Bebeğine bakma hususunda anne, babadan daha fazla layıktır. Dolayısıyla çocukların bakıma muhtaç oldukları yedi yaşından önceki dönemlerde çocuk annesinin riayeti altında kalır. Efendimiz (aleyhissalatu vesselam) zamanında boşanan bir çift çocuk hususunda ihtilafa düştüklerinde anne Hz. Peygambere gelip şöyle dedi: “Ey Allah`ın elçisi! Şu oğluma karnım yuva, göğsüm pınar, kucağım kundak olmuştur. Şimdi ise babası beni boşamıştır ve çocuğu benden çekip almak istemektedir.” Efendimiz bunun üzerinde, “Sen evlenmedikçe daha çok hak sahibisin.”  diyerek çocuğun, annesinin yanında kalması gerektiğini belirtti. (Müsned, Ebû Dâvûd).

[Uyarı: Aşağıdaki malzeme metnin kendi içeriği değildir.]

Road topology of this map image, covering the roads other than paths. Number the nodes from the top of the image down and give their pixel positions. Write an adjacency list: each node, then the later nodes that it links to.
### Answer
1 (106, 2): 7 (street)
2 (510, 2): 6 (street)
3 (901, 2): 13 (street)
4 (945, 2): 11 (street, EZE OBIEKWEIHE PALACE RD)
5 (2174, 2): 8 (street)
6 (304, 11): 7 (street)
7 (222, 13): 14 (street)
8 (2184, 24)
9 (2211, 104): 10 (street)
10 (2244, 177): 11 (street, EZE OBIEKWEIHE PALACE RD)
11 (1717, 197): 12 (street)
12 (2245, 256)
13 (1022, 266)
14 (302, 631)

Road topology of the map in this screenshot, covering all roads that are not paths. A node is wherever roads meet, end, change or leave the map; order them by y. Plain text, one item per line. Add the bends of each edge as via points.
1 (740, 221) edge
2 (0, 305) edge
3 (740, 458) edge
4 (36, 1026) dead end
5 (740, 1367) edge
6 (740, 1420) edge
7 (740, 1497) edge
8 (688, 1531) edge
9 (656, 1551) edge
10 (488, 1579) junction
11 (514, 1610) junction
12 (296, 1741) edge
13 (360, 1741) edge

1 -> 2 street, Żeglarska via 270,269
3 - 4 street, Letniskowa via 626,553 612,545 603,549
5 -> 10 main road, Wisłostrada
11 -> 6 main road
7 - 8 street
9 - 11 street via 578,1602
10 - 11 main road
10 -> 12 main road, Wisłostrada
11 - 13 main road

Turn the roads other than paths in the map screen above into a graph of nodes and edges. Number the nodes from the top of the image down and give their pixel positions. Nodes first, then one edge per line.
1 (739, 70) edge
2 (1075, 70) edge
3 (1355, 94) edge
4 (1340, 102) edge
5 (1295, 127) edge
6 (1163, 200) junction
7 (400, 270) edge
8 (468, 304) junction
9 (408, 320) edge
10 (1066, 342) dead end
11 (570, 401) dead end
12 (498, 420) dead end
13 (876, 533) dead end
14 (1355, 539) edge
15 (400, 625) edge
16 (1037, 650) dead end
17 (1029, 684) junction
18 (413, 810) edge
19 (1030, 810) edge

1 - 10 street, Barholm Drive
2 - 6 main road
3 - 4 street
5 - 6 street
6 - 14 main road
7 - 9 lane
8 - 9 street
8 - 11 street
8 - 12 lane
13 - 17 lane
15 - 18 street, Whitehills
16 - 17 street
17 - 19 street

Buna benzer bir olay da Hz. Ebû Bekir`in devlet başkanlığı döneminde meydana gelmiştir; Hz. Ömer ile boşadığı karısı Ümmü Âsım arasında çocukları Âsım`ın kimde kalacağı hususunda anlaşmazlık çıktığında, Hz. Ebubekir, Hz. Peygamber`in uygulaması istikametinde çocuğun annesiyle birlikte kalmasına karar verdi. Hatta bu vesileyle Hz. Ebubekir`in, Ömer`e, “Annenin kokusu, okşaması ve şefkati çocuk için büyüyüp kendi tercihini kullanıncaya kadar senin yanındaki petekli baldan daha hayırlıdır” dediği rivayet edilir (Abdullah Bin Yûsuf Ez-Zeylaî). Fakihler, Hz. Peygamber ve sahâbe dönemindeki bu uygulamalardan hareketle evlilik sonrasında çocuğun velâyetinin öncelikli olarak babaya, bakım ve riayetinin ise anneye ait olduğu hususunda görüş birliği içindedir.

Anne çocuğa baktığı sürece, çocuğun bütün nafakaları babasına aittir. Hatta anne dilerse, boşandığı eşinden süt ve bakım ücreti talep edebilir.